Your task ::
Extract every line from the records below that contains the word "main".

○ ○ ○ ○ ○ ○ ○

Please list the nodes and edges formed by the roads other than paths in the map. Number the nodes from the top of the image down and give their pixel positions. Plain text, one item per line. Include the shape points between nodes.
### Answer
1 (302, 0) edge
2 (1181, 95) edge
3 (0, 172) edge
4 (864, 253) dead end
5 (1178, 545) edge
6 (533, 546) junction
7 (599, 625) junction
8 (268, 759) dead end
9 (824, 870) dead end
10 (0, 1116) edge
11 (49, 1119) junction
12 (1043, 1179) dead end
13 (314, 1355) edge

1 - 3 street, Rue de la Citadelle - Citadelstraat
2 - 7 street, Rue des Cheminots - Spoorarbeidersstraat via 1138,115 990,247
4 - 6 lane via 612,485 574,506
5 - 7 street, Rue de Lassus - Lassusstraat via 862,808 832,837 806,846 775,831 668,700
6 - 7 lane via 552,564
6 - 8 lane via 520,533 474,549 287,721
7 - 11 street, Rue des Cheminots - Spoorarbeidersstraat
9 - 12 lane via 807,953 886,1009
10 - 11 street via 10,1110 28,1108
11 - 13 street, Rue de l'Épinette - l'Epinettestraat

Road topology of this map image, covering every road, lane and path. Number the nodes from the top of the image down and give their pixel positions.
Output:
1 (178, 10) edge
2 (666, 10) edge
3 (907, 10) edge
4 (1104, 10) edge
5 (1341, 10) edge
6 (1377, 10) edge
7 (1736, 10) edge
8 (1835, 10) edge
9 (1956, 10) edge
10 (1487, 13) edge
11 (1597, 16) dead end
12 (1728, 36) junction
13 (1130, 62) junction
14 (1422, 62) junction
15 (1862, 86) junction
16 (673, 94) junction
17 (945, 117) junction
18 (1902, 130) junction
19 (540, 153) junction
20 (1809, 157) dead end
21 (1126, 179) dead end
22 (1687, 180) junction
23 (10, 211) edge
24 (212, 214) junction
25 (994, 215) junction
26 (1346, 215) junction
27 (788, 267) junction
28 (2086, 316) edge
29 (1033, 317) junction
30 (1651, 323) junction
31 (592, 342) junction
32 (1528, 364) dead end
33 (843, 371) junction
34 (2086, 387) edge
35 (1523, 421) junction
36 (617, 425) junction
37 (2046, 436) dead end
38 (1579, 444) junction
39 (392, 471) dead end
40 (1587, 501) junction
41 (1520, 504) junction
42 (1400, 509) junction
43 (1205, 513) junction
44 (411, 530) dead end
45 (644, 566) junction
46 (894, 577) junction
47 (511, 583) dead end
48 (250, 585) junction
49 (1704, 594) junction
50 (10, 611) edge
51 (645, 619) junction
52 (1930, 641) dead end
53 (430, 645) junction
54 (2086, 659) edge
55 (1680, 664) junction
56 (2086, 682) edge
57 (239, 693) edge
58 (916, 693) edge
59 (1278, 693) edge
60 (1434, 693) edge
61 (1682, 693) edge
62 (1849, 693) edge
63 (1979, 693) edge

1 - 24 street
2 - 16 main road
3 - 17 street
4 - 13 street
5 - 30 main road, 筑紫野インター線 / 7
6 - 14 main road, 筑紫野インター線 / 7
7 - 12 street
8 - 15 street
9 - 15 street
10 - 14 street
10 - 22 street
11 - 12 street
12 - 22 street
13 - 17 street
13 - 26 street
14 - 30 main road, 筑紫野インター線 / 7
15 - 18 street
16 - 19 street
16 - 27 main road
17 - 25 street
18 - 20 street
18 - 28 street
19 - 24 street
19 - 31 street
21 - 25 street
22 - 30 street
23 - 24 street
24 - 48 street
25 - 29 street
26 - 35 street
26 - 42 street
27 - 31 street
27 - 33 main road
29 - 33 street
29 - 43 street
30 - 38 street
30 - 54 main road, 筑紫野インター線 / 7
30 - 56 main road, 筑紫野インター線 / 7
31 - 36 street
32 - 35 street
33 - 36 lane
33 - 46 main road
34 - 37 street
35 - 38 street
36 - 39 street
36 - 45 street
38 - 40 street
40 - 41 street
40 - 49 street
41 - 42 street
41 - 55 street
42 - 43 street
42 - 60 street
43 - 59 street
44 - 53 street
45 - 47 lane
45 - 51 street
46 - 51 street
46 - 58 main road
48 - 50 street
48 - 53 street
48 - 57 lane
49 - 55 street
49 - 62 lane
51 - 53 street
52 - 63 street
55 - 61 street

○ ○ ○ ○ ○ ○ ○

Task response ::
2 - 16 main road
5 - 30 main road, 筑紫野インター線 / 7
6 - 14 main road, 筑紫野インター線 / 7
14 - 30 main road, 筑紫野インター線 / 7
16 - 27 main road
27 - 33 main road
30 - 54 main road, 筑紫野インター線 / 7
30 - 56 main road, 筑紫野インター線 / 7
33 - 46 main road
46 - 58 main road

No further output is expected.